I've been having luck brewing kombucha this past year and am interested in trying out ginger beer since I have been lead to believe the processes are quite similar (besides the 1 way valve for 1F). Whenever I've brewed kombucha I've stopped 2F after 3-5 days simply by putting the bottles in the fridge. However, I've read a few instructionals on ginger beer that recommend pasteurizing. Is there a difference with a ginger beer bacterial culture (vs a SCOBY for reference) that would cause it to continue fermenting substantially at fridge temperatures?

  • 2
    What is 1F and 2F?
    – chthon
    Oct 3, 2021 at 18:37
  • First and second fermentation, when brewing kombucha I ferment once (vented) for 1-3 weeks and then again in a pressure safe container for 3-5 days. Apologies I thought 1F/2F was common vernacular across brewing circles.
    – Eric
    Oct 4, 2021 at 22:31

1 Answer 1


From what I can tell, the reason people pasteurize ginger beer is to stop fermentation before it is done- not even primary. They might only want enough fermentation to add carbonation, or they want a sweet, low-alcohol final product.

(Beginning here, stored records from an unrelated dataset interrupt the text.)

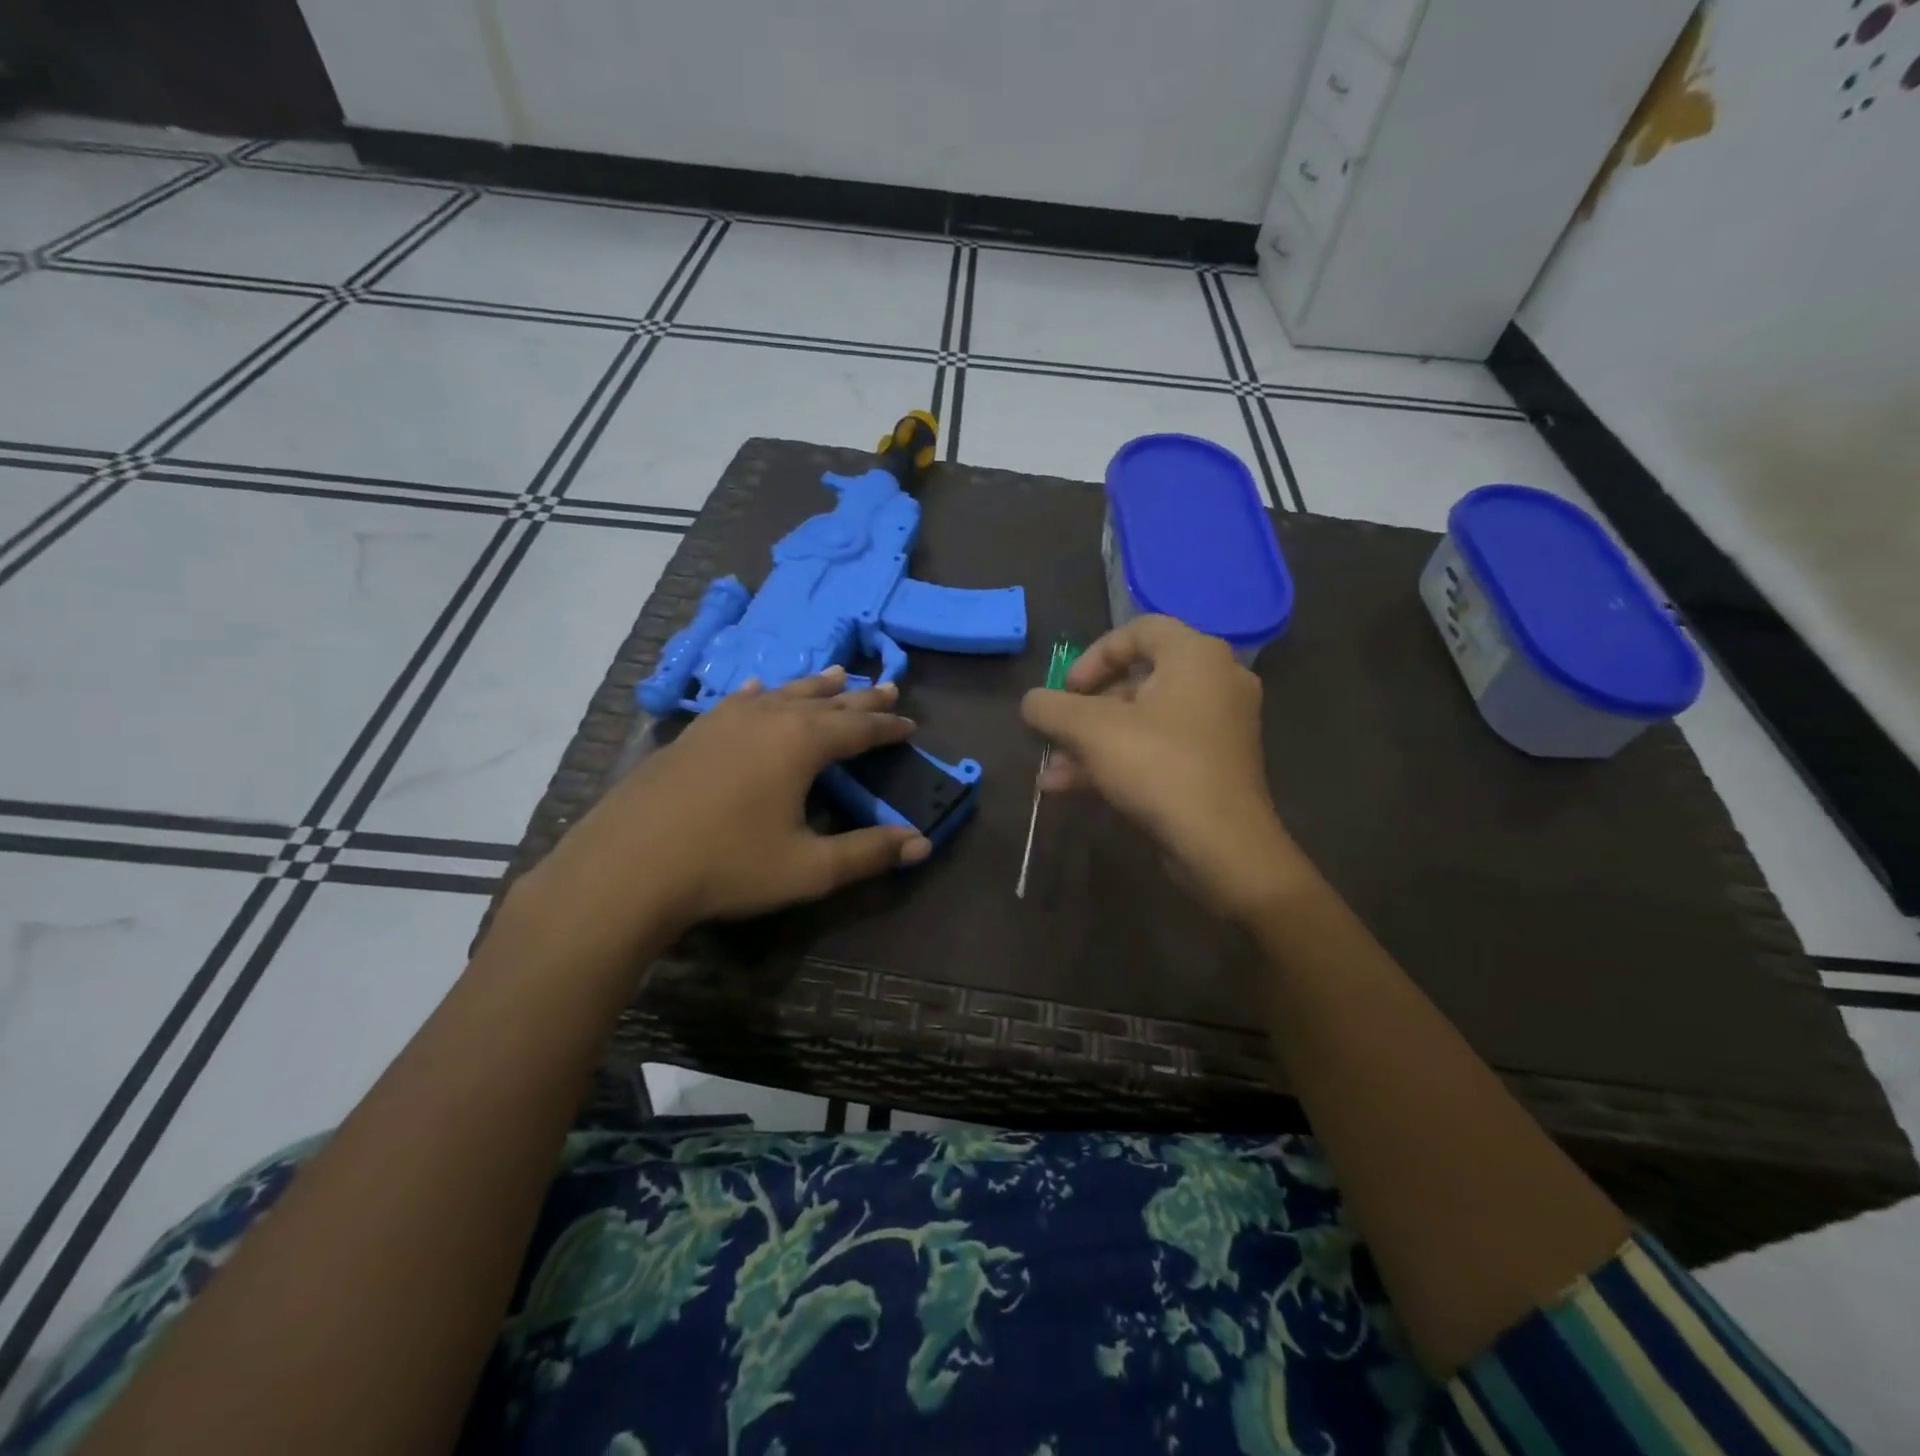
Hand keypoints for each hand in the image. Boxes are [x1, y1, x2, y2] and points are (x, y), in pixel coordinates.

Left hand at [522, 668, 931, 944]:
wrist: (627, 867)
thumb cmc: (727, 866)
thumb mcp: (808, 868)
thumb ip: (868, 853)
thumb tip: (922, 845)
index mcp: (801, 743)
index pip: (858, 727)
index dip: (887, 727)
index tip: (910, 723)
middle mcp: (768, 718)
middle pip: (825, 701)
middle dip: (859, 697)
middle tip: (887, 687)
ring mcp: (725, 720)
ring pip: (782, 693)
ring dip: (814, 686)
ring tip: (836, 673)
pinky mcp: (694, 732)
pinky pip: (739, 700)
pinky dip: (760, 693)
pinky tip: (758, 688)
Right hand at [1021, 615, 1302, 918]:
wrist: (1222, 846)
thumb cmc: (1158, 768)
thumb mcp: (1090, 730)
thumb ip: (1051, 708)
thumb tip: (1032, 703)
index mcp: (1196, 656)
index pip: (1139, 630)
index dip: (1093, 655)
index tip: (1067, 690)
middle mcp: (1216, 681)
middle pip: (1137, 680)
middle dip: (1085, 711)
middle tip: (1057, 733)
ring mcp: (1219, 726)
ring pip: (1143, 722)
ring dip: (1093, 743)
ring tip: (1052, 772)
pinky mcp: (1215, 765)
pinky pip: (1159, 749)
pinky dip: (1119, 761)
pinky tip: (1071, 789)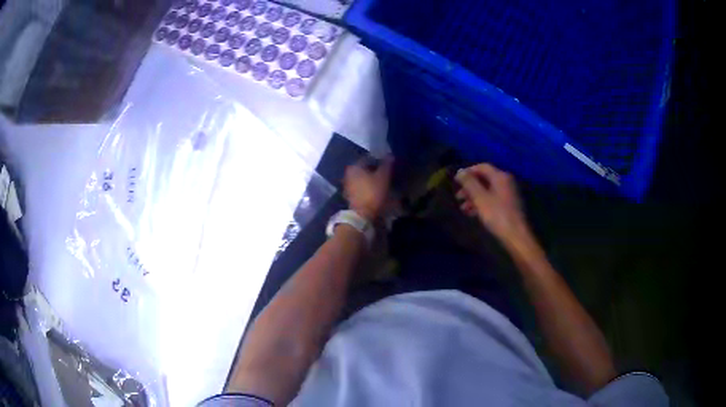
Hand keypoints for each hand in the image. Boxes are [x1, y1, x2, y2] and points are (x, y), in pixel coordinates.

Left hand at [343, 156, 393, 221]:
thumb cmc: (373, 192)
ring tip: (384, 182)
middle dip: (376, 169)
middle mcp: (348, 173)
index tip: (389, 164)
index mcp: (354, 166)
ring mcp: (348, 185)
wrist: (362, 215)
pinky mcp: (350, 195)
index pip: (369, 158)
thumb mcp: (383, 177)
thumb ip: (386, 164)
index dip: (380, 160)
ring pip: (363, 178)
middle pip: (365, 168)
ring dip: (372, 178)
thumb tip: (390, 155)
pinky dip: (369, 186)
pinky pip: (361, 186)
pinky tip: (377, 190)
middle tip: (387, 172)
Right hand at [455, 163, 528, 243]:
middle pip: (485, 179)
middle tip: (458, 197)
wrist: (516, 235)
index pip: (482, 167)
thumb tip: (460, 171)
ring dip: (474, 197)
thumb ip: (469, 183)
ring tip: (463, 208)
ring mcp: (509, 194)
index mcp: (500, 176)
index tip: (456, 181)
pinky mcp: (509, 205)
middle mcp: (506, 182)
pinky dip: (482, 204)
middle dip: (470, 187)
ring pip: (488, 191)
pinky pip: (493, 199)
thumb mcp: (480, 198)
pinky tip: (472, 213)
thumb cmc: (497, 215)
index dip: (468, 172)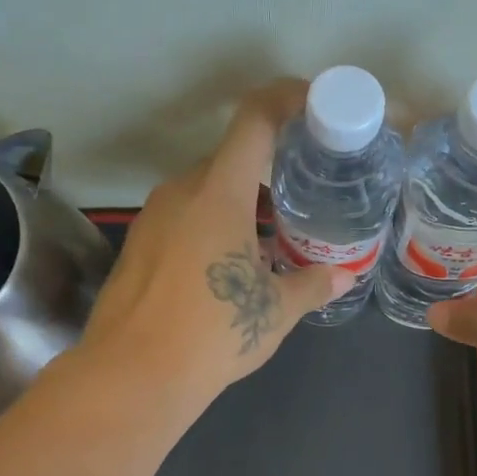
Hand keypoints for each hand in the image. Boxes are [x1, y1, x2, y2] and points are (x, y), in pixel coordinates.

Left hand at [77, 80, 354, 407]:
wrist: (132, 376)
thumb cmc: (213, 334)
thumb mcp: (274, 311)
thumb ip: (312, 285)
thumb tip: (343, 277)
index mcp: (219, 192)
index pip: (254, 120)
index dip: (286, 99)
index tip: (314, 104)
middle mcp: (180, 192)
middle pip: (231, 160)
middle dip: (270, 175)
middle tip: (303, 201)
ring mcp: (153, 218)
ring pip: (206, 192)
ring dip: (241, 206)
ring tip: (271, 243)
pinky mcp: (137, 245)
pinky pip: (184, 218)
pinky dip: (212, 227)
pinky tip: (229, 269)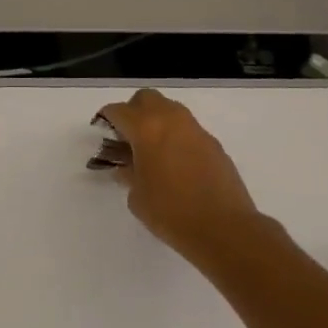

For anything fully fermented with yeast, pasteurization is considered a destructive process, driving off delicate aromatic compounds.

It is possible that someone making a fully-fermented product might want to pasteurize if they put whole pieces of fruit/ginger inside the bottles, and they don't want yeast to slowly find more sugars inside the fruit and create more pressure than the bottle can handle.

If none of the above applies to you, there is no strong reason to pasteurize. It's generally accepted that a sealed beverage fully fermented by yeast is not vulnerable to spoilage at any temperature, let alone in a fridge.

I put fresh kegs of ginger mead in the fridge and they clear nicely.